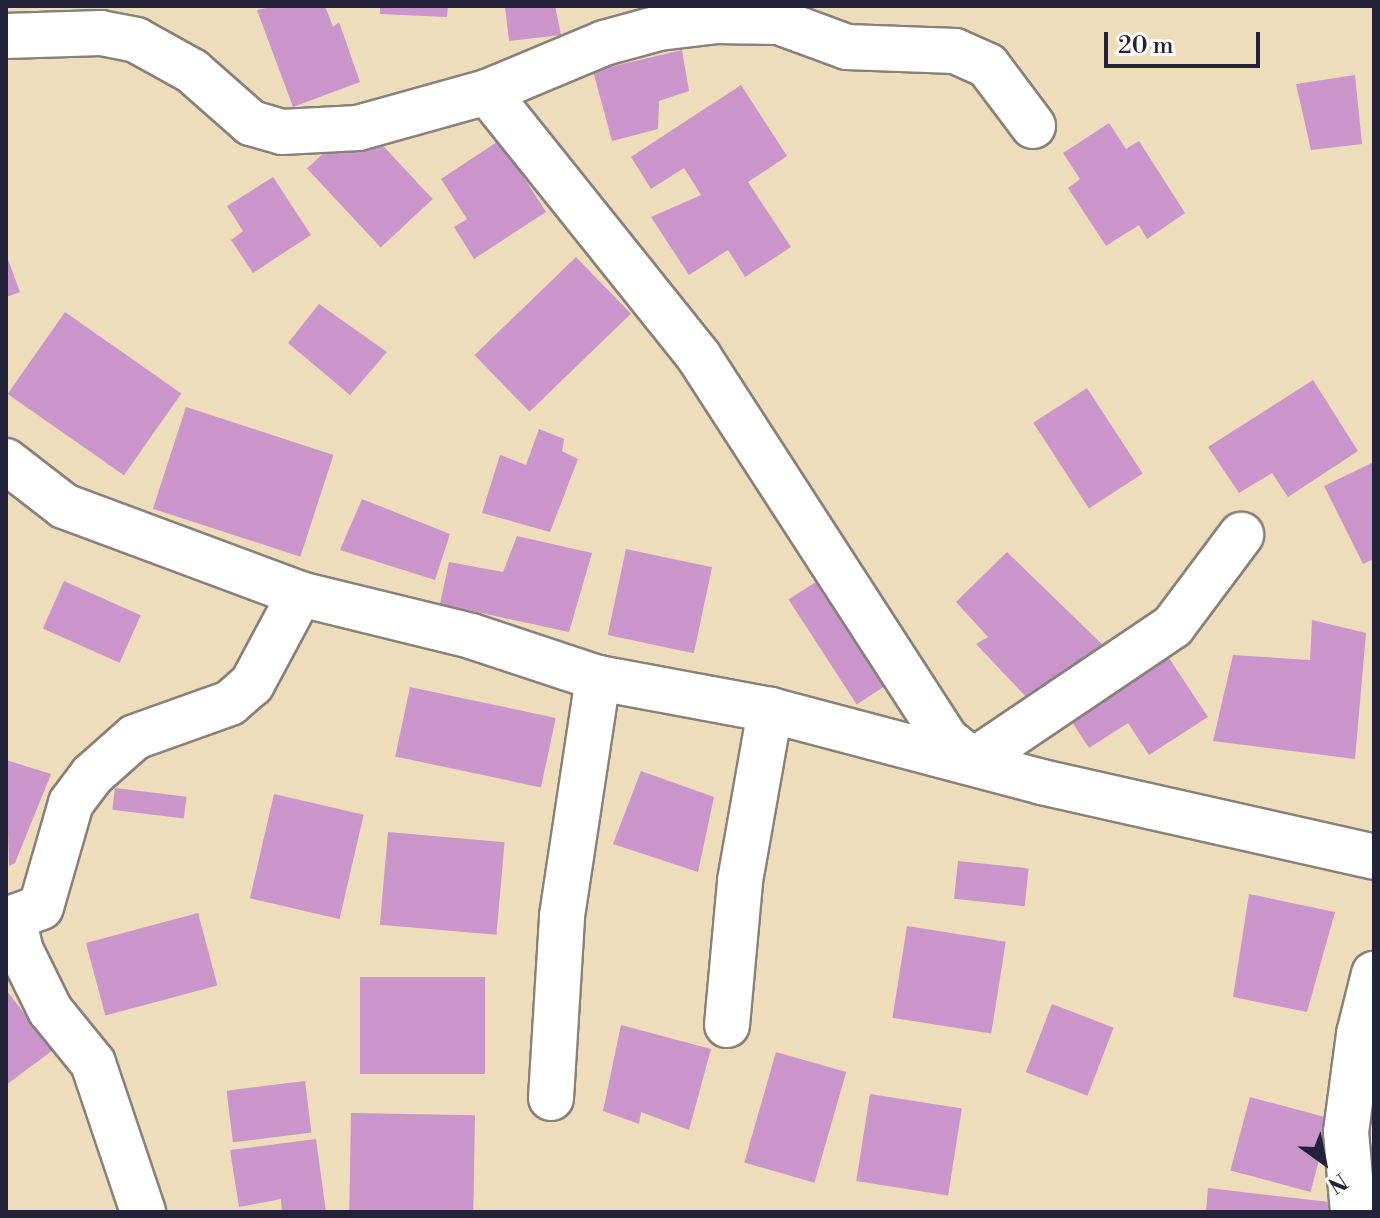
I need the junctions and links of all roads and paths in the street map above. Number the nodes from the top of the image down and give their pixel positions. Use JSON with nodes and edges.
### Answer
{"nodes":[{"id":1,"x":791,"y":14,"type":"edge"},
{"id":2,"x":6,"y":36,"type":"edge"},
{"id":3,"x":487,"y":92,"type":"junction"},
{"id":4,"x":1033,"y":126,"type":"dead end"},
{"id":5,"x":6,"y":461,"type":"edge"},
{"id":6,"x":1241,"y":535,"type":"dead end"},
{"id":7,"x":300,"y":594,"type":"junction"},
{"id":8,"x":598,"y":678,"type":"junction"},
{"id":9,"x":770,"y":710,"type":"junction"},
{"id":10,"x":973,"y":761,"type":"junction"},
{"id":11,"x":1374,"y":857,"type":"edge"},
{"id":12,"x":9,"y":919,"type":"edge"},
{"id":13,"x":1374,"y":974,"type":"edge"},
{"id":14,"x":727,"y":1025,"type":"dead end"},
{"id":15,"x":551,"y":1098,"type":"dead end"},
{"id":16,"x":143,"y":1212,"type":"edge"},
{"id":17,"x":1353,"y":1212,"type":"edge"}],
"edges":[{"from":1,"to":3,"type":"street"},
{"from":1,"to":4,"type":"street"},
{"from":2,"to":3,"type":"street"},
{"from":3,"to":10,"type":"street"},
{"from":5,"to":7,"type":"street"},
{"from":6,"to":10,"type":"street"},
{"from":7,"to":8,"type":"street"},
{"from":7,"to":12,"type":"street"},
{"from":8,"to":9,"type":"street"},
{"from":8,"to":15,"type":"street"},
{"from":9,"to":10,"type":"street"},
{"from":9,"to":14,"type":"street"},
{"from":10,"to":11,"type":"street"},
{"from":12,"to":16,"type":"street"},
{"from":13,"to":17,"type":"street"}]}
* * *
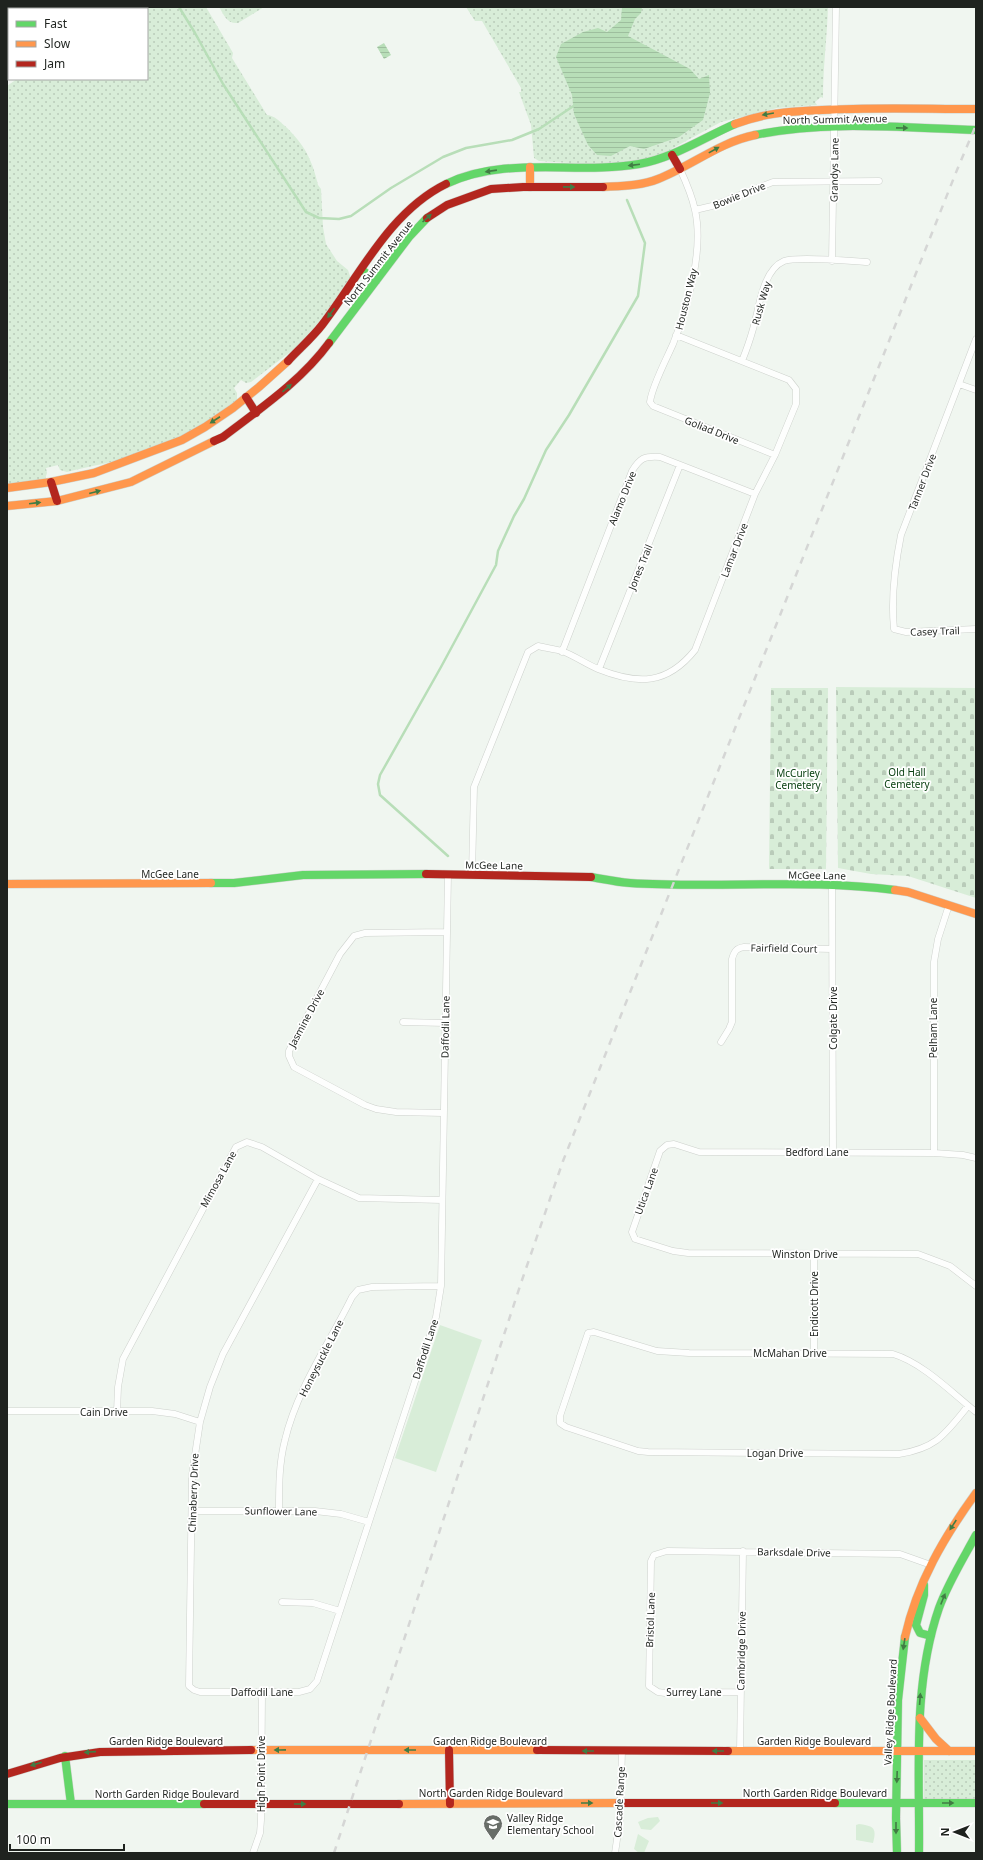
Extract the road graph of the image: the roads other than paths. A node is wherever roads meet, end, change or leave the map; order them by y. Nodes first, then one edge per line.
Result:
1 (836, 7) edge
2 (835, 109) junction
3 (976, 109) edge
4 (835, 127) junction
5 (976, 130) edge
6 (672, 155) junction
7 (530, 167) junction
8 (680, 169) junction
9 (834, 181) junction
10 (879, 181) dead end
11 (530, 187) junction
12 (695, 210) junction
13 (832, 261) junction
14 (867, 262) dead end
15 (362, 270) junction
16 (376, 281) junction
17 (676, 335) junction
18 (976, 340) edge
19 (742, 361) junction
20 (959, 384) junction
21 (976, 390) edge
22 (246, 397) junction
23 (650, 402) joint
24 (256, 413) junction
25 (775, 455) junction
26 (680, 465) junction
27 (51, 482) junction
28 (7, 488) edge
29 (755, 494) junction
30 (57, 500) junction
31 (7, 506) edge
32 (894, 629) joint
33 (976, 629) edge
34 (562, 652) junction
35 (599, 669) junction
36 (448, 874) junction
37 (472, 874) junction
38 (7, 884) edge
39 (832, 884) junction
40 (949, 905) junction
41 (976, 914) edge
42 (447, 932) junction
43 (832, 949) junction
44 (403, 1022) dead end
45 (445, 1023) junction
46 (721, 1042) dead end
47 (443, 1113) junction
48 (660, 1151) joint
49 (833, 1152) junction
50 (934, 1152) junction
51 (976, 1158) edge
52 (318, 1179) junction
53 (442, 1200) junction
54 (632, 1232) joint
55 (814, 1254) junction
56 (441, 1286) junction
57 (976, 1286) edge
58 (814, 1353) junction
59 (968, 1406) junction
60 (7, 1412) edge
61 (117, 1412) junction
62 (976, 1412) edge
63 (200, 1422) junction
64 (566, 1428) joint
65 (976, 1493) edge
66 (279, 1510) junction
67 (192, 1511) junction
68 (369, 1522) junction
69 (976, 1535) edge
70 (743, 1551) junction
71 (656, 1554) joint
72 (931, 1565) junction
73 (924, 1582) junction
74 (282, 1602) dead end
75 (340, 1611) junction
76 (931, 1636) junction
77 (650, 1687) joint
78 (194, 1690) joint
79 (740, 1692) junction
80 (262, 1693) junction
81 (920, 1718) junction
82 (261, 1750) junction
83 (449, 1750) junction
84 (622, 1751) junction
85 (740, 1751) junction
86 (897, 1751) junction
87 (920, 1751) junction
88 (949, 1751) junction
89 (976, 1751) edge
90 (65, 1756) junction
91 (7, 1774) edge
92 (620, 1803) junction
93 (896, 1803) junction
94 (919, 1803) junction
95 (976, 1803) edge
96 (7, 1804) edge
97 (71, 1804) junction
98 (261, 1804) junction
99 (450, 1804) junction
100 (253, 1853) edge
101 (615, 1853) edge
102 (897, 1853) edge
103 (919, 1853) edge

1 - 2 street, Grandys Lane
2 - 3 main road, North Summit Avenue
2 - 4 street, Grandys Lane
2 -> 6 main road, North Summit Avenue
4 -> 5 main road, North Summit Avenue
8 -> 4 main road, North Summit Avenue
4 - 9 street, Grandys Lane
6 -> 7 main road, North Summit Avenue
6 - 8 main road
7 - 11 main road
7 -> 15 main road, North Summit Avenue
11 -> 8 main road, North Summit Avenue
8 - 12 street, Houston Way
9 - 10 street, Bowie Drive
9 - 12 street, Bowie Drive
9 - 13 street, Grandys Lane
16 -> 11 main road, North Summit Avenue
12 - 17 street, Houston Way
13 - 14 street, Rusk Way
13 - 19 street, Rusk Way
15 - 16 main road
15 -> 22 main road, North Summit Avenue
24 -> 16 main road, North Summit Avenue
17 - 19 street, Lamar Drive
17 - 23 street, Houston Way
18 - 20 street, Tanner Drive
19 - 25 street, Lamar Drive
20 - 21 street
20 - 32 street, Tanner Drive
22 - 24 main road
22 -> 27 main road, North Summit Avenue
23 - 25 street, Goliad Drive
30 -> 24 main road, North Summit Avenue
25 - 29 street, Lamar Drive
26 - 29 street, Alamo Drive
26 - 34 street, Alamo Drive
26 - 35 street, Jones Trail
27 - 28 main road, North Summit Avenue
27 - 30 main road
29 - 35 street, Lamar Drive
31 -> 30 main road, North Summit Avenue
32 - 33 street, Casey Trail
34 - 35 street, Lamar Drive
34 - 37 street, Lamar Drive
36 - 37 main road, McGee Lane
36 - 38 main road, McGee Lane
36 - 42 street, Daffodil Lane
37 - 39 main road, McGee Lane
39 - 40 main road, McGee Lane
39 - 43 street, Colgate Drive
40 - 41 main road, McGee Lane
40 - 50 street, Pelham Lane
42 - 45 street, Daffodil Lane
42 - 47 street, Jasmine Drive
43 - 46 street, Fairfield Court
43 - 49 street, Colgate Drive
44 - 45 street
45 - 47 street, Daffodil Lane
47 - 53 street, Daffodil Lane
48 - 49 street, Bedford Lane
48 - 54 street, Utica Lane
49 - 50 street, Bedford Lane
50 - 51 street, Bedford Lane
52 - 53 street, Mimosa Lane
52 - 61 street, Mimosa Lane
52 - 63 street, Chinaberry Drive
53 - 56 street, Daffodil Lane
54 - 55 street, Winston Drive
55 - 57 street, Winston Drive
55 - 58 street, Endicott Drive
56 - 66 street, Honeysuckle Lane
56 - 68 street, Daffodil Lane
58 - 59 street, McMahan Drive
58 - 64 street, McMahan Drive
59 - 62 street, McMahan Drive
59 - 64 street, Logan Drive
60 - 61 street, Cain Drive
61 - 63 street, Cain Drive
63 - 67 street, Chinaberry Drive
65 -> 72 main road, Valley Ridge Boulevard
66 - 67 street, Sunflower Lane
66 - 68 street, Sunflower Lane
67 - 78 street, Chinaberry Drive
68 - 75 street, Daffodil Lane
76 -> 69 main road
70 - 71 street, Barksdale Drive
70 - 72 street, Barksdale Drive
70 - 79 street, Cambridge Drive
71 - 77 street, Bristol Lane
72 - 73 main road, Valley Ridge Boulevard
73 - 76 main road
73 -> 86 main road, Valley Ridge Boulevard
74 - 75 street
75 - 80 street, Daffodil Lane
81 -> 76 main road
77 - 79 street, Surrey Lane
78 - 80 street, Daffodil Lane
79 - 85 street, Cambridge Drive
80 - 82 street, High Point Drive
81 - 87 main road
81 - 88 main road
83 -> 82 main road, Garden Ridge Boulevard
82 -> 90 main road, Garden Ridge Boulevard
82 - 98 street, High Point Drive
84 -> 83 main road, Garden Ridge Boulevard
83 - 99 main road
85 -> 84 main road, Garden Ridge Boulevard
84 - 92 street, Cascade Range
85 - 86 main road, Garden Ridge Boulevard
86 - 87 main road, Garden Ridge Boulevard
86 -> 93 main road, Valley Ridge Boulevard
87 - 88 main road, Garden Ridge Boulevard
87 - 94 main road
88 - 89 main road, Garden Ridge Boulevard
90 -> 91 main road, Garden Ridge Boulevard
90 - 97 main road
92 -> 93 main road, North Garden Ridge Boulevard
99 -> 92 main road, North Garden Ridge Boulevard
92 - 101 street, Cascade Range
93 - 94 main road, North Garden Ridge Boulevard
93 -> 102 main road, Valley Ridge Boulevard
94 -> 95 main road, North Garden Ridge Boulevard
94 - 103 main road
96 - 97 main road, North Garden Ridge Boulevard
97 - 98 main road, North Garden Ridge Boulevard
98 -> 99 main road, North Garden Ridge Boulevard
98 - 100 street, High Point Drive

DIRECTIONS:
Search the entries for the word "dead" and copy every line that has it.

RESPONSE TO THIS EXERCISE:
{"id":4,"x":1033,"y":126,"type":"dead end"},
{"id":6,"x":1241,"y":535,"type":"dead end"},
{"id":14,"x":727,"y":1025,"type":"dead end"},
{"id":15,"x":551,"y":1098,"type":"dead end"},
10 (879, 181) dead end
14 (867, 262) dead end
44 (403, 1022) dead end
46 (721, 1042) dead end
74 (282, 1602) dead end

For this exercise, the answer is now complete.